A public health physician and former Chief Medical Director (CMD), of Lagos University Teaching Hospital (LUTH) Idi-Araba, Prof. Akin Osibogun, said a main challenge to the delivery of quality health services in Nigeria is not the percentage of budgetary allocation to health, but remains the level of financing and the inefficient use of resources. 
  
Osibogun said total health expenditure per capita in Nigeria is a meagre $97 compared to roughly $4,000 in Europe, and $8,500 in the United States, adding that the general analysis of global data shows that the more a country spends on health per capita, the better the health outcomes. 
  
“Our fund pooling mechanisms are currently weak and inadequate. Up to 70 per cent of our current total health expenditure is from Out-of-Pocket (OOP). In general, from global data, the more prominent OOP is in a country’s health financing mechanism, the poorer the health outcome. 
  
“Thirdly, even with our low level of health expenditure, we are inefficient spenders with our health outcomes being worse than those of a country like Senegal spending less than half of what we are spending,” Osibogun said.
    
The Guardian investigation revealed that poor budgetary allocation to key bodies charged with the regulation of medical and drug affairs in the country such as NAFDAC has made them toothless bulldogs, and compounded the problems of fake and counterfeit medicines.
      
Meanwhile, contrary to the content of the proposed Appropriation Bill 2024 for health, President Tinubu, at the recent unveiling of Nigeria’s Health Sector Renewal Investment Initiative, and the signing of the Health Renewal Compact by Federal, state governments, and Development Partners in Abuja, said his administration is prioritising and improving Nigeria’s health sector through massive investments, and the allocation of increased funds to the sector in the proposed 2024 budget. 

   
The event was part of activities marking Universal Health Coverage (UHC) Day, observed yearly on December 12. To address the high cost of healthcare, President Tinubu said the BHCPF will be redesigned to enhance access to essential healthcare services as outlined in the National Health Act (2014). 
    
He added that the BHCPF, comprising at least one per cent of the Consolidated Revenue Fund, is expected to receive at least $2.5 billion in pooled and non-pooled financing from 2024 to 2026 to improve the primary health system nationwide.

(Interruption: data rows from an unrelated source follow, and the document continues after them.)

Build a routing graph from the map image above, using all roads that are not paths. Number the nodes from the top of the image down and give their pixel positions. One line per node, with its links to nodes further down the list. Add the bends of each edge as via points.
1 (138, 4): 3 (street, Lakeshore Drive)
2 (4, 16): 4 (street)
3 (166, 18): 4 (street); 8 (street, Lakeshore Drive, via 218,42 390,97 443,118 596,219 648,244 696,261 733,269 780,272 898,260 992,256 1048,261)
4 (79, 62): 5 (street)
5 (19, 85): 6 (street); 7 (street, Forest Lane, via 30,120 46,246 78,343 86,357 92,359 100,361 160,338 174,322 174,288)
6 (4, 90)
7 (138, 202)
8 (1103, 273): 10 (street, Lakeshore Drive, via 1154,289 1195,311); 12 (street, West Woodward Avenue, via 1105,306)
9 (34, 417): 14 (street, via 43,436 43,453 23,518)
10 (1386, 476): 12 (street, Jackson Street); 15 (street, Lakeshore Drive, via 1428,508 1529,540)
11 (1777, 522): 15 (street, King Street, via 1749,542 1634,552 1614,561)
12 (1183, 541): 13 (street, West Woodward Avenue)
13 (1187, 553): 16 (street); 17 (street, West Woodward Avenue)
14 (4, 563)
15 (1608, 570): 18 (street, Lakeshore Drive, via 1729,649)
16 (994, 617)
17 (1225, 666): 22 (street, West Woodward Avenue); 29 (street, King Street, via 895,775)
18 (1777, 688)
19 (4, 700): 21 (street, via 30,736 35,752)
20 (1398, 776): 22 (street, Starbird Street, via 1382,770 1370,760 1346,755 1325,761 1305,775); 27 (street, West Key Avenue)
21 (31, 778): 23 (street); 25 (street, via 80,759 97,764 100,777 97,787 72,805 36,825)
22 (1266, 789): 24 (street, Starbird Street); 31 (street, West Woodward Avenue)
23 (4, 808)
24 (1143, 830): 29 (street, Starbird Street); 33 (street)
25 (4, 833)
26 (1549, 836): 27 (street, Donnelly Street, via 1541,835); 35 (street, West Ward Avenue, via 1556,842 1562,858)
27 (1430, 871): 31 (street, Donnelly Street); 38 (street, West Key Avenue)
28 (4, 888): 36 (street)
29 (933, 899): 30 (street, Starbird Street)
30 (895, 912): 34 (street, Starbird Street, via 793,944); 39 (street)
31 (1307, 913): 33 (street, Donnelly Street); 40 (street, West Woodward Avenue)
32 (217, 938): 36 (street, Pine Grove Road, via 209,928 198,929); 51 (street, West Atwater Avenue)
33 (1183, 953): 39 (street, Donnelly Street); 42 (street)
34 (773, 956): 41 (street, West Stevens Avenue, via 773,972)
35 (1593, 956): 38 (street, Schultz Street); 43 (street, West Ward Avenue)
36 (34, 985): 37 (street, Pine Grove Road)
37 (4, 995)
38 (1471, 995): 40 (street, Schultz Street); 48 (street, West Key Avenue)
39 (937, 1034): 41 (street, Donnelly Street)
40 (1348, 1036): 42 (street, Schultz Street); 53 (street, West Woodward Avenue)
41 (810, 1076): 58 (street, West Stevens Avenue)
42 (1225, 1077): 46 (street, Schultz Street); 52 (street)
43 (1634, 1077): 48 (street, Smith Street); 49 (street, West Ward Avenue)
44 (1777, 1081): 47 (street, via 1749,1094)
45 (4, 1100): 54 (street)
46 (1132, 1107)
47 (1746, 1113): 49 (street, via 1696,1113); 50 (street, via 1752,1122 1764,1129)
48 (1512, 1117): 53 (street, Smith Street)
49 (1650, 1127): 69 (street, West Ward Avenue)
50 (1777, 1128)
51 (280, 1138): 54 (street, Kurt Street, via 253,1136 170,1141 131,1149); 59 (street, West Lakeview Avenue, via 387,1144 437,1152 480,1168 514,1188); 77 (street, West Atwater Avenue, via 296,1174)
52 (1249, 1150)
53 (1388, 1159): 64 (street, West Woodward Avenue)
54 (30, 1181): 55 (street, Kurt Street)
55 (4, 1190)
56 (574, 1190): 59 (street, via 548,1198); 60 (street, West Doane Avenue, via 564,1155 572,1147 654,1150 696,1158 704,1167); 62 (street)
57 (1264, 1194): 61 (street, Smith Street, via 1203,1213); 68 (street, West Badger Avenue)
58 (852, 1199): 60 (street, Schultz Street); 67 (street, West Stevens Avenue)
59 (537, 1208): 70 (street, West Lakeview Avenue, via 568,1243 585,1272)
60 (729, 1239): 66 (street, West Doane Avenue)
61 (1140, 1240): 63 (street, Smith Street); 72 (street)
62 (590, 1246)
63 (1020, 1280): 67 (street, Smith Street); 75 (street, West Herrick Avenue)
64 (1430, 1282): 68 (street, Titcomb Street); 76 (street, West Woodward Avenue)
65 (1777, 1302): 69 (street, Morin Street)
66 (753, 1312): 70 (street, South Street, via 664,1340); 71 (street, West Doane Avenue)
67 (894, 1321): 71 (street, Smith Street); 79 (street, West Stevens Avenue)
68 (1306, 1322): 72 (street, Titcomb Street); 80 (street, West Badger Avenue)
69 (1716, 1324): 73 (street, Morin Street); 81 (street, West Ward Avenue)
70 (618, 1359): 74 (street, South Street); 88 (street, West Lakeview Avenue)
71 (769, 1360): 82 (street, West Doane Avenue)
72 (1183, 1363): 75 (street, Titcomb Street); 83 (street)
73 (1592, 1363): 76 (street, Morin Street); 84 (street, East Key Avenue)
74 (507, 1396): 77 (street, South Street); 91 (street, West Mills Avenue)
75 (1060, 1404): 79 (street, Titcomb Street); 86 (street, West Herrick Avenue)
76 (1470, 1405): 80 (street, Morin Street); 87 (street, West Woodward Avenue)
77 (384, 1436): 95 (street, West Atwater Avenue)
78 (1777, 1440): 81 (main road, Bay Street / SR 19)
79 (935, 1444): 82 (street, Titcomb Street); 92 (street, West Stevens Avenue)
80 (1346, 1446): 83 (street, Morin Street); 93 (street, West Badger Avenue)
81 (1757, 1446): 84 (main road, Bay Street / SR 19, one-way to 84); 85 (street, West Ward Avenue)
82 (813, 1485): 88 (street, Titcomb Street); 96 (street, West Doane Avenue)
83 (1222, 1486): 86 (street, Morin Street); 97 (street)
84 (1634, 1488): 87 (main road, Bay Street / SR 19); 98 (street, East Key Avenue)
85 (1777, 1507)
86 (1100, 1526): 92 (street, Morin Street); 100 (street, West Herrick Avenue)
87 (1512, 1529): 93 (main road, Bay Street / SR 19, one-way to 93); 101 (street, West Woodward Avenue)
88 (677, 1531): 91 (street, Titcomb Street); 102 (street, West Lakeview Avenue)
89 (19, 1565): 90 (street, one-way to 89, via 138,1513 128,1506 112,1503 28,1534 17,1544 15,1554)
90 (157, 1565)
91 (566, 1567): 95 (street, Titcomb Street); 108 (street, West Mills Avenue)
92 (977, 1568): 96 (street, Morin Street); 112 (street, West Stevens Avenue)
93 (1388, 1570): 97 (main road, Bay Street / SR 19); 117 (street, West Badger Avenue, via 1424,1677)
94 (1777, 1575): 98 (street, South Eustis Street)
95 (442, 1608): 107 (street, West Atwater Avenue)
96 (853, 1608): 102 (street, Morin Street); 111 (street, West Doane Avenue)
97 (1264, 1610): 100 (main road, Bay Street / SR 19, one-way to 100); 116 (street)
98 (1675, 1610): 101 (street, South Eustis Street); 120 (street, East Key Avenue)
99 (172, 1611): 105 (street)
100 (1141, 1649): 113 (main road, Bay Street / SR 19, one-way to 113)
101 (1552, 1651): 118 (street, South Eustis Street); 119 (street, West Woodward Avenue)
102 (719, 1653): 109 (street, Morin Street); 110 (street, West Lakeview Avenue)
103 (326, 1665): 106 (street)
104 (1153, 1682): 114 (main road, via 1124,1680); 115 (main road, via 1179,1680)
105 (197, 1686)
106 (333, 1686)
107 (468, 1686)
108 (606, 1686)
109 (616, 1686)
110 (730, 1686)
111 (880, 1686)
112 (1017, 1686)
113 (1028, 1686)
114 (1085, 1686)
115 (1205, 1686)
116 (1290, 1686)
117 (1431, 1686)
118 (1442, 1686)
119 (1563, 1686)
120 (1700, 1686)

Minister Pate outlined plans to double the number of fully functional Primary Healthcare Centres (PHCs) from 8,809 to 17,618 by 2027 across all 36 states and the Federal Capital Territory (FCT), adding that these PHCs will be linked to a comprehensive emergency care system.
    
Meanwhile, estimates show that Nigeria needs at least N1.8 trillion yearly to achieve UHC (put 200 million people on minimum health insurance package). 
A breakdown shows that if a premium of N750 is paid for every enrollee Nigerian monthly, it will be N9,000 for one year, and for 200 million people, the amount would be N1.8 trillion.
   
But the figure is more than the N1.33 trillion proposed for capital and recurrent health expenditure in the 2024 budget. Critics say although it will cost Nigeria N1.8 trillion yearly to put 200 million on health insurance (achieve UHC), the country will save trillions of naira that it would have spent on managing chronic diseases such as diabetes, stroke, kidney damage, and cancers. 
   
According to the 2023 UHC Global Monitoring Report, achieving UHC by 2030 is crucial for fulfilling the promise of the 2030 Agenda for Sustainable Development and realising the fundamental human right to health. The verdict is that the 2024 budget is grossly inadequate to improve the health of Nigerians despite promises by the Federal Government.